# [What the task requires]
Would you print all of the records below exactly, without skipping any?

····················

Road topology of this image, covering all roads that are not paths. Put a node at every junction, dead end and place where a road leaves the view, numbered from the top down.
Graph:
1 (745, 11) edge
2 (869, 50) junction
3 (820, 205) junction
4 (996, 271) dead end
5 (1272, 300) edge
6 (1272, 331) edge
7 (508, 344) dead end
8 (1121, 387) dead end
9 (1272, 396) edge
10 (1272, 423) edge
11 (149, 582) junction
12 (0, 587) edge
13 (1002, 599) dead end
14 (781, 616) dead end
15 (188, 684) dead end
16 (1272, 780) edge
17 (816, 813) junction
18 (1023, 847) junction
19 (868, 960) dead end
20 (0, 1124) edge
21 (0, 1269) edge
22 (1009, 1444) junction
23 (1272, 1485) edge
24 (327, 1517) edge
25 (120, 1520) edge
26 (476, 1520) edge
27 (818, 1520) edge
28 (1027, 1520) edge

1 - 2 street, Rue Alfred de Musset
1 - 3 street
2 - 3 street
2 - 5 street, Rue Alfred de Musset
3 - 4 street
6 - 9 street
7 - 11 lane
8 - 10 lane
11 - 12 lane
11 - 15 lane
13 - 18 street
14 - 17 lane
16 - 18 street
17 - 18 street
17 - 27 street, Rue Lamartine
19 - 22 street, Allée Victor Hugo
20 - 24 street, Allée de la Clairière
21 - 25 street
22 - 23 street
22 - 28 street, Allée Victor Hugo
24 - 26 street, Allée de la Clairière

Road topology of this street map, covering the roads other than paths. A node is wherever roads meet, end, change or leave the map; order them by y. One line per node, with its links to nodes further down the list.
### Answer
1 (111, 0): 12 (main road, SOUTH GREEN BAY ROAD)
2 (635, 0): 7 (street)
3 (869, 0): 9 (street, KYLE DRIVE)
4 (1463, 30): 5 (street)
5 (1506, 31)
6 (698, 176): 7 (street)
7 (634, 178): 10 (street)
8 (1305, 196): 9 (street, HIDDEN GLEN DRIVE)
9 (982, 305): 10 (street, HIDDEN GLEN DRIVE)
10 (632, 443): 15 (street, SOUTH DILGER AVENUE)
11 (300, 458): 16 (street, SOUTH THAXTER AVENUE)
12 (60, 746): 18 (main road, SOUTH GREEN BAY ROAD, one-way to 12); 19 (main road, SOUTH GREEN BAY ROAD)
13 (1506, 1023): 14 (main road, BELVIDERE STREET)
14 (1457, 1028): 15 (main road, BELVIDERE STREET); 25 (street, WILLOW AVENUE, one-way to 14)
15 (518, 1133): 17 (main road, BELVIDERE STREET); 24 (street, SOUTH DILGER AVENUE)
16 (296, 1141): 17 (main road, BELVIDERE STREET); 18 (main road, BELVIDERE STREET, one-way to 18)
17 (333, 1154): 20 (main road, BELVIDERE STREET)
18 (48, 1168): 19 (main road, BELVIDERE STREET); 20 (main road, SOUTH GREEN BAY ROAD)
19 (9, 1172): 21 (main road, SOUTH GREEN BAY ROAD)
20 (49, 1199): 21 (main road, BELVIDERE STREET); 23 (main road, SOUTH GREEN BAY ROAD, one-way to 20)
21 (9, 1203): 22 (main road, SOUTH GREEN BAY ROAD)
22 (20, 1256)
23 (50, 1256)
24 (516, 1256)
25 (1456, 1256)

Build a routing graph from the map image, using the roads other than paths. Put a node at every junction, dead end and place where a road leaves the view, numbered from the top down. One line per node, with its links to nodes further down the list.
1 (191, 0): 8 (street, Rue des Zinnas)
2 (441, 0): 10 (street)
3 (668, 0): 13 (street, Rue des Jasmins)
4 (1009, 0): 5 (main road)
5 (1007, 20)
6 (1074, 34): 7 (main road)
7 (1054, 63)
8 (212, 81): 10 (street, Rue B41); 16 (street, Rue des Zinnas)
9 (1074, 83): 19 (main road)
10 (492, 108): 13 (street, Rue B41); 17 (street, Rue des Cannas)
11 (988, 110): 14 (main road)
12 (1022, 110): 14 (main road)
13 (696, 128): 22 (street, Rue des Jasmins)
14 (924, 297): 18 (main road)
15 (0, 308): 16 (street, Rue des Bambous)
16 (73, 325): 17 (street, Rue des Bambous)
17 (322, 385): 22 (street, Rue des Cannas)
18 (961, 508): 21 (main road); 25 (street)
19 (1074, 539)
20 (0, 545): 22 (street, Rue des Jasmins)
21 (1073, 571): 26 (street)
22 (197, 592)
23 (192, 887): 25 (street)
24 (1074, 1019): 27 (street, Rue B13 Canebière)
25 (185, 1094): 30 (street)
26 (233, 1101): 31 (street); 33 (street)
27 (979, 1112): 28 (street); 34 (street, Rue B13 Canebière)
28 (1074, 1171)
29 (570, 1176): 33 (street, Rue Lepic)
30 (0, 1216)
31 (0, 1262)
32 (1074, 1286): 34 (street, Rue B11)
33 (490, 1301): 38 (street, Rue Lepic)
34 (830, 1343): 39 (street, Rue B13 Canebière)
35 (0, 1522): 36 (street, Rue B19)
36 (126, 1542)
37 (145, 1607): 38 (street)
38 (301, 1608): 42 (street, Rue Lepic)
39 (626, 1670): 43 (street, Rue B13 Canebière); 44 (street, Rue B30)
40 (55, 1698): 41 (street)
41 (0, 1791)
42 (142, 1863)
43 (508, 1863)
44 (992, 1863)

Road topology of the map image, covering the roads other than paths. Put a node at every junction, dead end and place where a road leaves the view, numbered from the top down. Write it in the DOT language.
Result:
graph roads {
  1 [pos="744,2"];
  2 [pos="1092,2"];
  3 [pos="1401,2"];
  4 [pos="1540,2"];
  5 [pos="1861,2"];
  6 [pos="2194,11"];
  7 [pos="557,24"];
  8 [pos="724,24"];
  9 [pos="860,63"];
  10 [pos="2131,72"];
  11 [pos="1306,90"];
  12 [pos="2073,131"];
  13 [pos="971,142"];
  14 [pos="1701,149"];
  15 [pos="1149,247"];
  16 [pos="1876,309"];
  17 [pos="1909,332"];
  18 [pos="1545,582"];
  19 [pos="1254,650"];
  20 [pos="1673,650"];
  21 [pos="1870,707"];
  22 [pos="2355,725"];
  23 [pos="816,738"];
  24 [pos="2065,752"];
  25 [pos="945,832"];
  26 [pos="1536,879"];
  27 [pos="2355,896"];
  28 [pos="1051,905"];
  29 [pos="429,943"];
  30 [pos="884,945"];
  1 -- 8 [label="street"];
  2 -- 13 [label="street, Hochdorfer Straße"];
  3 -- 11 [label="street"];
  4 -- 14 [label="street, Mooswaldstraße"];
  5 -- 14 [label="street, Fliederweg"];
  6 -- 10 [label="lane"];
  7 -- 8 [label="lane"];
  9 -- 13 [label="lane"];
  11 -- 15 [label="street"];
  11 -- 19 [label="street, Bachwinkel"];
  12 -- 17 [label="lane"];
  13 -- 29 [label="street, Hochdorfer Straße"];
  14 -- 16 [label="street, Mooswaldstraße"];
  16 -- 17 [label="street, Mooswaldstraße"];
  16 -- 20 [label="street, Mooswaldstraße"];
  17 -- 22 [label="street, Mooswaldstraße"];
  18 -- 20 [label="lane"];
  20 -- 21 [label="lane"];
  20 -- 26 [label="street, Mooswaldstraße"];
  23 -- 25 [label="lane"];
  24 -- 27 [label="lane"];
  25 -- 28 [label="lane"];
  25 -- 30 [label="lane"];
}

····················

# [Task response]
Road topology of this image, covering all roads that are not paths. Put a node at every junction, dead end and place where a road leaves the view, numbered from the top down.
Graph:
1 (745, 11) edge
2 (869, 50) junction
3 (820, 205) junction
4 (996, 271) dead end
5 (1272, 300) edge
6 (1272, 331) edge
7 (508, 344) dead end
8 (1121, 387) dead end
9 (1272, 396) edge
10 (1272, 423) edge
11 (149, 582) junction
12 (0, 587) edge
13 (1002, 599) dead end
14 (781, 616) dead end
15 (188, 684) dead end
16 (1272, 780) edge
17 (816, 813) junction
18 (1023, 847) junction
19 (868, 960) dead end
20 (0, 1124) edge
21 (0, 1269) edge
22 (1009, 1444) junction
23 (1272, 1485) edge
24 (327, 1517) edge
25 (120, 1520) edge
26 (476, 1520) edge
27 (818, 1520) edge
28 (1027, 1520) edge

1 - 2 street, Rue Alfred de Musset
1 - 3 street
2 - 3 street
2 - 5 street, Rue Alfred de Musset
3 - 4 street
6 - 9 street
7 - 11 lane
8 - 10 lane
11 - 12 lane
11 - 15 lane
13 - 18 street
14 - 17 lane
16 - 18 street
17 - 18 street
17 - 27 street, Rue Lamartine
19 - 22 street, Allée Victor Hugo
20 - 24 street, Allée de la Clairière
21 - 25 street
22 - 23 street
22 - 28 street, Allée Victor Hugo
24 - 26 street, Allée de la Clairière

Road topology of this street map, covering the roads other than paths. A node is wherever roads meet, end, change or leave the map; order them by y. One line per node, with its links to nodes further down the list.
### Answer
1 (111, 0): 12 (main road, SOUTH GREEN BAY ROAD)
2 (635, 0): 7 (street)
3 (869, 0): 9 (street, KYLE DRIVE)
4 (1463, 30): 5 (street)
5 (1506, 31)
6 (698, 176): 7 (street)
7 (634, 178): 10 (street)
8 (1305, 196): 9 (street, HIDDEN GLEN DRIVE)
9 (982, 305): 10 (street, HIDDEN GLEN DRIVE)
10 (632, 443): 15 (street, SOUTH DILGER AVENUE)
11 (300, 458): 16 (street, SOUTH THAXTER AVENUE)
12 (60, 746): 18 (main road, SOUTH GREEN BAY ROAD, one-way to 12); 19 (main road, SOUTH GREEN BAY ROAD)
13 (1506, 1023): 14 (main road, BELVIDERE STREET)
14 (1457, 1028): 15 (main road, BELVIDERE STREET); 25 (street, WILLOW AVENUE, one-way to 14)
15 (518, 1133): 17 (main road, BELVIDERE STREET); 24 (street, SOUTH DILGER AVENUE)
16 (296, 1141): 17 (main road, BELVIDERE STREET); 18 (main road, BELVIDERE STREET, one-way to 18)
17 (333, 1154): 20 (main road, BELVIDERE STREET)
18 (48, 1168): 19 (main road, BELVIDERE STREET); 20 (main road, SOUTH GREEN BAY ROAD)
19 (9, 1172): 21 (main road, SOUTH GREEN BAY ROAD)
20 (49, 1199): 21 (main road, BELVIDERE STREET); 23 (main road, SOUTH GREEN BAY ROAD, one-way to 20)
21 (9, 1203): 22 (main road, SOUTH GREEN BAY ROAD)
22 (20, 1256)
23 (50, 1256)
24 (516, 1256)
25 (1456, 1256)

Build a routing graph from the map image, using the roads other than paths. Put a node at every junction, dead end and place where a road leaves the view, numbered from the top down. One line per node, with its links to nodes further down the list.
1 (191, 0): 8 (street, Rue des Zinnas)
2 (441, 0): 10 (street)
3 (668, 0): 13 (street, Rue des Jasmins)
4 (1009, 0): 5 (main road)
5 (1007, 20)
6 (1074, 34): 7 (main road)
7 (1054, 63)
8 (212, 81): 10 (street, Rue B41); 16 (street, Rue des Zinnas)
9 (1074, 83): 19 (main road)
10 (492, 108): 13 (street, Rue B41); 17 (street, Rue des Cannas)
11 (988, 110): 14 (main road)
12 (1022, 110): 14 (main road)
13 (696, 128): 22 (street, Rue des Jasmins)
14 (924, 297): 18 (main road)
15 (0, 308): 16 (street, Rue des Bambous)
16 (73, 325): 17 (street, Rue des Bambous)
17 (322, 385): 22 (street, Rue des Cannas)
18 (961, 508): 21 (main road); 25 (street)
19 (1074, 539)
20 (0, 545): 22 (street, Rue des Jasmins)
21 (1073, 571): 26 (street)
22 (197, 592)
23 (192, 887): 25 (street)
24 (1074, 1019): 27 (street, Rue B13 Canebière)
25 (185, 1094): 30 (street)
26 (233, 1101): 31 (street); 33 (street)
27 (979, 1112): 28 (street); 34 (street, Rue B13 Canebière)
28 (1074, 1171)
29 (570, 1176): 33 (street, Rue Lepic)
30 (0, 1216)
31 (0, 1262)
32 (1074, 1286): 34 (street, Rue B11)
33 (490, 1301): 38 (street, Rue Lepic)
34 (830, 1343): 39 (street, Rue B13 Canebière)
35 (0, 1522): 36 (street, Rue B19)
36 (126, 1542)
37 (145, 1607): 38 (street)
38 (301, 1608): 42 (street, Rue Lepic)
39 (626, 1670): 43 (street, Rue B13 Canebière); 44 (street, Rue B30)
40 (55, 1698): 41 (street)
41 (0, 1791)
42 (142, 1863)
43 (508, 1863)
44 (992, 1863)

Road topology of the map image, covering the roads other than paths. Put a node at every junction, dead end and place where a road leaves the view, numbered from the top down. Write it in the DOT language.
Result:
graph roads {
  1 [pos="744,2"];
  2 [pos="1092,2"];
  3 [pos="1401,2"];
  4 [pos="1540,2"];
  5 [pos="1861,2"];
  6 [pos="2194,11"];
  7 [pos="557,24"];
  8 [pos="724,24"];
  9 [pos="860,63"];
  10 [pos="2131,72"];
  11 [pos="1306,90"];
  12 [pos="2073,131"];
  13 [pos="971,142"];
  14 [pos="1701,149"];
  15 [pos="1149,247"];
  16 [pos="1876,309"];
  17 [pos="1909,332"];
  18 [pos="1545,582"];
  19 [pos="1254,650"];
  20 [pos="1673,650"];
  21 [pos="1870,707"];
  22 [pos="2355,725"];
  23 [pos="816,738"];
  24 [pos="2065,752"];
  25 [pos="945,832"];
  26 [pos="1536,879"];
  27 [pos="2355,896"];
  28 [pos="1051,905"];
  29 [pos="429,943"];
  30 [pos="884,945"];
  1 -- 8 [label="street"];
  2 -- 13 [label="street, Hochdorfer Straße"];
  3 -- 11 [label="street"];
  4 -- 14 [label="street, Mooswaldstraße"];
  5 -- 14 [label="street, Fliederweg"];
  6 -- 10 [label="lane"];
  7 -- 8 [label="lane"];
  9 -- 13 [label="lane"];
  11 -- 15 [label="street"];
  11 -- 19 [label="street, Bachwinkel"];
  12 -- 17 [label="lane"];
  13 -- 29 [label="street, Hochdorfer Straße"];
  14 -- 16 [label="street, Mooswaldstraße"];
  16 -- 17 [label="street, Mooswaldstraße"];
  16 -- 20 [label="street, Mooswaldstraße"];
  17 -- 22 [label="street, Mooswaldstraße"];
  18 -- 20 [label="lane"];
  20 -- 21 [label="lane"];
  20 -- 26 [label="street, Mooswaldstraße"];
  23 -- 25 [label="lane"];
  24 -- 27 [label="lane"];
  25 -- 28 [label="lane"];
  25 -- 30 [label="lane"];
}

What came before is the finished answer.